Factors known to increase the risk of obesity include:

  • Genes – researchers have found that genetics seems to play a part in regulating body weight. For example, it appears that some families have lower resting metabolic rates, and this makes weight gain more likely.
  • Birth factors – some studies suggest that a person is more likely to become obese later in life if they experienced poor nutrition in utero, had a low birth weight and weren’t breast fed. However, other studies show that high birth weight is a much stronger risk for becoming overweight.
  • Eating more kilojoules than you use – whatever your genetic background, you will deposit fat on your body if you eat more energy (kilojoules) than you use. While fat storage was once very useful, as it provided a store of energy for times when food was short, this backup is now rarely needed in
    Australia.
  • Inactivity – for most of us, physical activity is no longer a natural part of our daily schedule; instead, we have to make time in order to exercise. Obese people tend to live sedentary lifestyles. Studies show that obese children prefer sedentary activities to physical ones, if given the option.
  • Modern living – most of our modern conveniences, such as cars, computers and home appliances, reduce our need to be physically active. Some studies suggest that watching television is a risk factor for obesity.
  • Socioeconomic factors – people with lower levels of education and lower incomes are more likely to be overweight or obese. This may be because they have less opportunity to eat healthy foods and take part in physical activities

What are the recommendations from the experts?

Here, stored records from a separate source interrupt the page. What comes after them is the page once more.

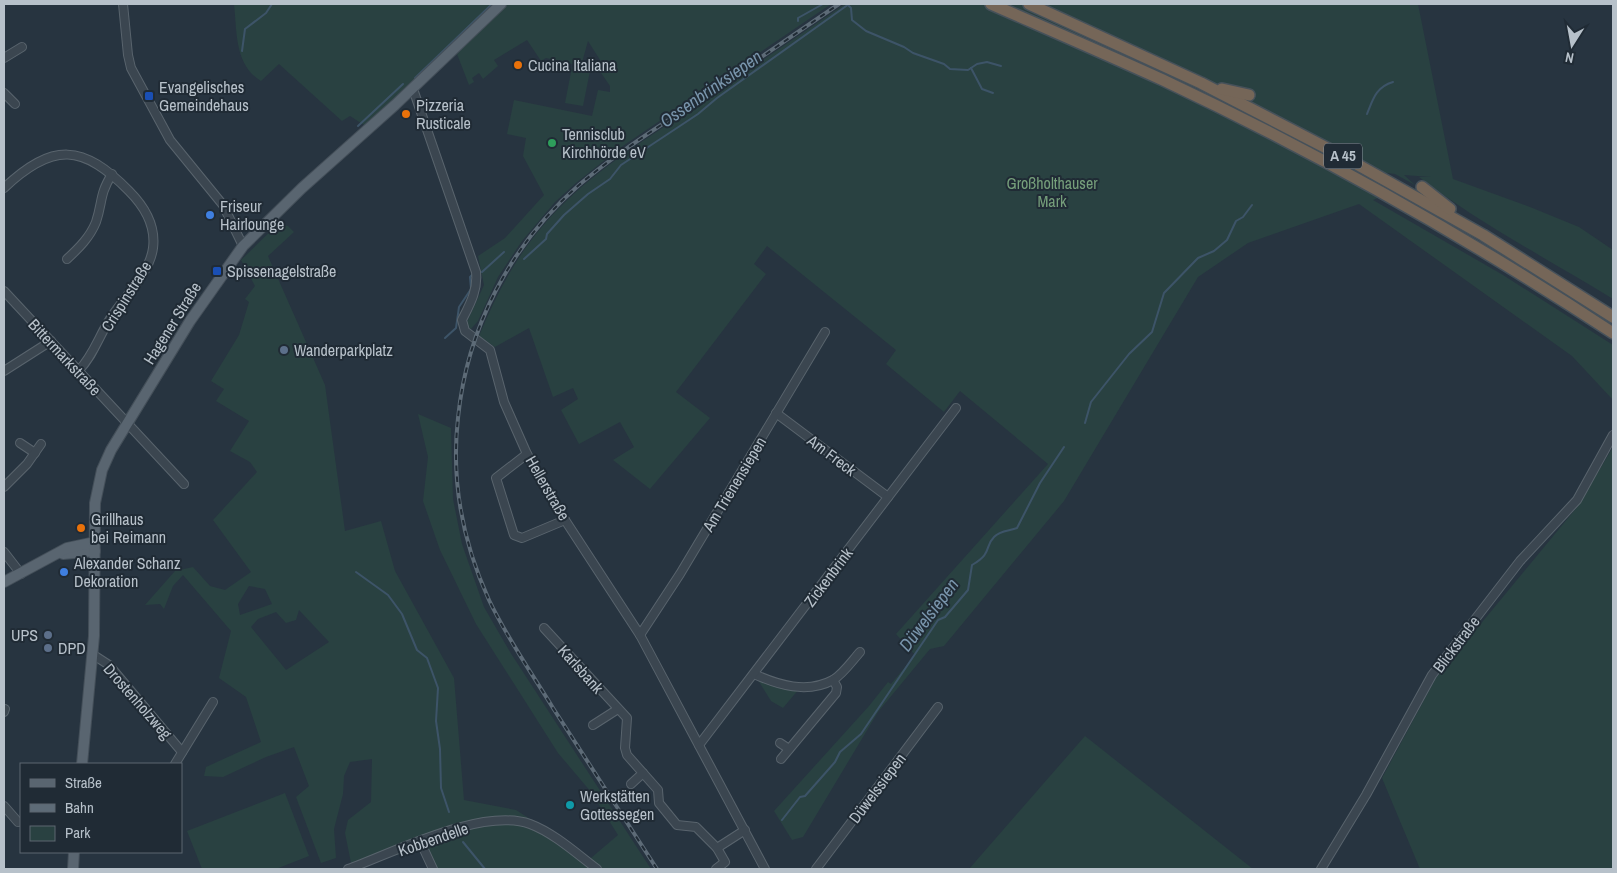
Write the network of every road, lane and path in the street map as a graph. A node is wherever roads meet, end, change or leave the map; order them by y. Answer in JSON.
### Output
{"nodes":[{"id":1,"x":123,"y":4,"type":"edge"},
{"id":2,"x":501,"y":4,"type":"edge"},
{"id":3,"x":991,"y":4,"type":"edge"},
{"id":4,"x":1029,"y":4,"type":"edge"},
{"id":5,"x":22,"y":47,"type":"dead end"},
{"id":6,"x":4,"y":58,"type":"edge"},
{"id":7,"x":1163,"y":80,"type":"junction"},
{"id":8,"x":1201,"y":83,"type":"junction"},
{"id":9,"x":413,"y":89,"type":"junction"},
{"id":10,"x":1249,"y":95,"type":"dead end"},
{"id":11,"x":5,"y":97,"type":"edge"},
{"id":12,"x":1186,"y":100,"type":"dead end"},
{"id":13,"x":15,"y":104,"type":"dead end"},
{"id":14,"x":112,"y":174,"type":"junction"},
{"id":15,"x":1422,"y":187,"type":"dead end"},
{"id":16,"x":4,"y":188,"type":"edge"},
{"id":17,"x":1381,"y":201,"type":"dead end"},
{"id":18,"x":1424,"y":219,"type":"junction"},
{"id":19,"x":1483,"y":235,"type":"junction"},
{"id":20,"x":243,"y":246,"type":"junction"},
{"id":21,"x":67,"y":259,"type":"dead end"},
{"id":22,"x":4,"y":290,"type":"edge"},
{"id":23,"x":1613,"y":317,"type":"edge"},
{"id":24,"x":825,"y":332,"type":"dead end"},
{"id":25,"x":1613,"y":333,"type":"edge"},
{"id":26,"x":51,"y":341,"type":"junction"},
{"id":27,"x":79,"y":370,"type":"junction"},
{"id":28,"x":4,"y":371,"type":"edge"},
{"id":29,"x":956,"y":408,"type":"dead end"},
{"id":30,"x":776,"y":414,"type":"junction"},
{"id":31,"x":128,"y":422,"type":"junction"},
{"id":32,"x":1613,"y":435,"type":"edge"},
{"id":33,"x":20,"y":444,"type":"dead end"},
{"id":34,"x":41,"y":444,"type":"dead end"},
{"id":35,"x":35,"y":453,"type":"junction"},
{"id":36,"x":528,"y":454,"type":"junction"},
{"id":37,"x":184,"y":484,"type":"dead end"},
{"id":38,"x":4,"y":487,"type":"edge"},
{"id":39,"x":888,"y":497,"type":"junction"},
{"id":40,"x":565,"y":520,"type":"junction"},
{"id":41,"x":95,"y":547,"type":"junction"},
{"id":42,"x":4,"y":552,"type":"edge"},
{"id":43,"x":21,"y":574,"type":"junction"},
{"id":44,"x":4,"y":582,"type":"edge"},
{"id":45,"x":544,"y":628,"type":"dead end"},
{"id":46,"x":640,"y":636,"type":"junction"},
{"id":47,"x":860,"y":652,"type":"dead end"},
{"id":48,"x":92,"y":654,"type":"junction"},
{"id":49,"x":754,"y":674,"type":"junction"},
{"id":50,"x":833,"y":680,"type":"junction"},
{"id":51,"x":213,"y":702,"type":"dead end"},
{"id":52,"x":938,"y":707,"type":"dead end"},
{"id":53,"x":618,"y":710,"type":"junction"},
{"id":54,"x":593,"y":725,"type":"dead end"},
{"id":55,"x":780,"y":743,"type":"dead end"},
{"id":56,"x":699,"y":745,"type":"junction"},
{"id":57,"x":789,"y":749,"type":"junction"},
{"id":58,"x":182,"y":752,"type":"junction"},
{"id":59,"x":781,"y":759,"type":"dead end"},
{"id":60,"x":82,"y":763,"type":"edge"},
{"id":61,"x":176,"y":763,"type":"edge"},
{"id":62,"x":643,"y":773,"type":"junction"},
{"id":63,"x":631,"y":784,"type":"dead end"},
{"id":64,"x":4,"y":806,"type":"edge"},
{"id":65,"x":18,"y":822,"type":"dead end"},
{"id":66,"x":744,"y":830,"type":"junction"},
{"id":67,"x":420,"y":841,"type":"junction"},
{"id":68,"x":716,"y":848,"type":"junction"},
{"id":69,"x":74,"y":853,"type":"edge"},
{"id":70,"x":72,"y":869,"type":"edge"},
{"id":71,"x":348,"y":869,"type":"edge"},
{"id":72,"x":432,"y":869,"type":"edge"},
{"id":73,"x":597,"y":869,"type":"edge"},
{"id":74,"x":716,"y":869,"type":"edge"},
{"id":75,"x":765,"y":869,"type":"edge"},
{"id":76,"x":816,"y":869,"type":"edge"},
{"id":77,"x":1320,"y":869,"type":"edge"}],
"edges":[{"from":1,"to":20,"type":"street"},
{"from":2,"to":9,"type":"main road","name":"Hagener Straße"},
{"from":3,"to":7,"type":"highway","number":"A 45"},
{"from":4,"to":8,"type":"highway","number":"A 45"},
{"from":5,"to":6,"type":"street"},
{"from":7,"to":12,"type":"highway"},
{"from":7,"to":18,"type":"highway","number":"A 45"},
{"from":8,"to":10,"type":"highway"},
{"from":8,"to":19,"type":"highway","number":"A 45"},
{"from":9,"to":20,"type":"main road","name":"Hagener Straße"},
{"from":9,"to":36,"type":"street","name":"Hellerstraße"},
{"from":11,"to":13,"type":"street"},
{"from":14,"to":16,"type":"street","name":"Crispinstraße"},
{"from":14,"to":21,"type":"street"},
{"from":14,"to":27,"type":"street","name":"Crispinstraße"},
{"from":15,"to":19,"type":"highway"},
{"from":17,"to":18,"type":"highway"},
{"from":18,"to":25,"type":"highway","number":"A 45"},
{"from":19,"to":23,"type":"highway","number":"A 45"},
{"from":20,"to":31,"type":"main road","name":"Hagener Straße"},
{"from":22,"to":26,"type":"street","name":"Bittermarkstraße"},
{"from":24,"to":30,"type":"street","name":"Am Trienensiepen"},
{"from":26,"to":27,"type":"street","name":"Bittermarkstraße"},
{"from":26,"to":28,"type":"street"},
{"from":27,"to":31,"type":"street","name":"Bittermarkstraße"},
{"from":29,"to":39,"type":"street","name":"Zickenbrink"},
{"from":30,"to":39,"type":"street","name":"Am Freck"},
{"from":30,"to":46,"type":"street","name":"Am Trienensiepen"},
{"from":31,"to":37,"type":"street","name":"Bittermarkstraße"},
{"from":31,"to":41,"type":"main road","name":"Hagener Straße"},
{"from":32,"to":77,"type":"street","name":"Blickstraße"},
{"from":33,"to":35,"type":"street"},
{"from":34,"to":35,"type":"street"},
{"from":35,"to":38,"type":"street"},
{"from":36,"to":40,"type":"street","name":"Hellerstraße"},
{"from":36,"to":40,"type":"street"},
{"from":39,"to":49,"type":"street","name":"Zickenbrink"},
{"from":40,"to":46,"type":"street","name":"Hellerstraße"},
{"from":41,"to":43,"type":"main road"},
{"from":41,"to":48,"type":"main road","name":"Hagener Straße"},
{"from":42,"to":43,"type":"street"},
{"from":43,"to":44,"type":"main road"},
{"from":45,"to":53,"type":"street","name":"Karlsbank"},
{"from":46,"to":56,"type":"street","name":"Hellerstraße"},
{"from":47,"to":50,"type":"street"},
{"from":48,"to":58,"type":"street","name":"Drostenholzweg"},
{"from":48,"to":60,"type":"main road","name":"Hagener Straße"},
{"from":49,"to":50,"type":"street"},
{"from":49,"to":56,"type":"street","name":"Zickenbrink"},
{"from":50,"to":57,"type":"street"},
{"from":51,"to":58,"type":"street"},
{"from":52,"to":76,"type":"street","name":"Düwelssiepen"},
{"from":53,"to":54,"type":"street","name":"Karlsbank"},
{"from":53,"to":62,"type":"street","name":"Karlsbank"},
{"from":55,"to":57,"type":"street"},
{"from":56,"to":66,"type":"street","name":"Hellerstraße"},
{"from":57,"to":59,"type":"street"},
{"from":58,"to":61,"type":"street"},
{"from":62,"to":63,"type":"street"},
{"from":62,"to":68,"type":"street","name":"Karlsbank"},
{"from":64,"to":65,"type":"street"},
{"from":66,"to":68,"type":"street"},
{"from":66,"to":75,"type":"street","name":"Hellerstraße"},
{"from":67,"to":71,"type":"street","name":"Kobbendelle"},
{"from":67,"to":72,"type":"street"},
{"from":67,"to":73,"type":"street","name":"Kobbendelle"},
{"from":68,"to":74,"type":"street"},
{"from":69,"to":70,"type":"main road"}]}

Experts predict that Australia’s obesity rate will keep rising, which will put even greater strain on our health system. Obesity is difficult to tackle on a social scale because of the many contributing factors, but experts from the International Obesity Taskforce suggest that obesity could be addressed in the following ways:

  • Help families to understand how to provide a healthy environment for themselves and their children. This would include decisions about activity and eating habits.
  • Identify high risk groups in the community.
  • Change city planning to include venues for safe, accessible and affordable physical activities.
  • Improve the nutritional value of processed foods.
  • Reduce food advertising during children’s television programming.
  • Reduce the price of healthy foods such as fruits, vegetables and wholegrain products.
  • Improve the food available at school canteens and in workplaces.
  • Improve opportunities for physical activity in schools and workplaces.
  • Increase education for health professionals on how to recognise and manage weight problems in patients.
  • Invest in community education programs on weight management

Things to remember

  • Overweight and obesity are preventable diseases. To prevent them we need to choose lower energy foods and be more physically active.
  • Rates of overweight and obesity are rising rapidly. This has a major impact on health and health care costs.
  • Everyone can and should seek changes to their lifestyle to help them stay a healthy weight.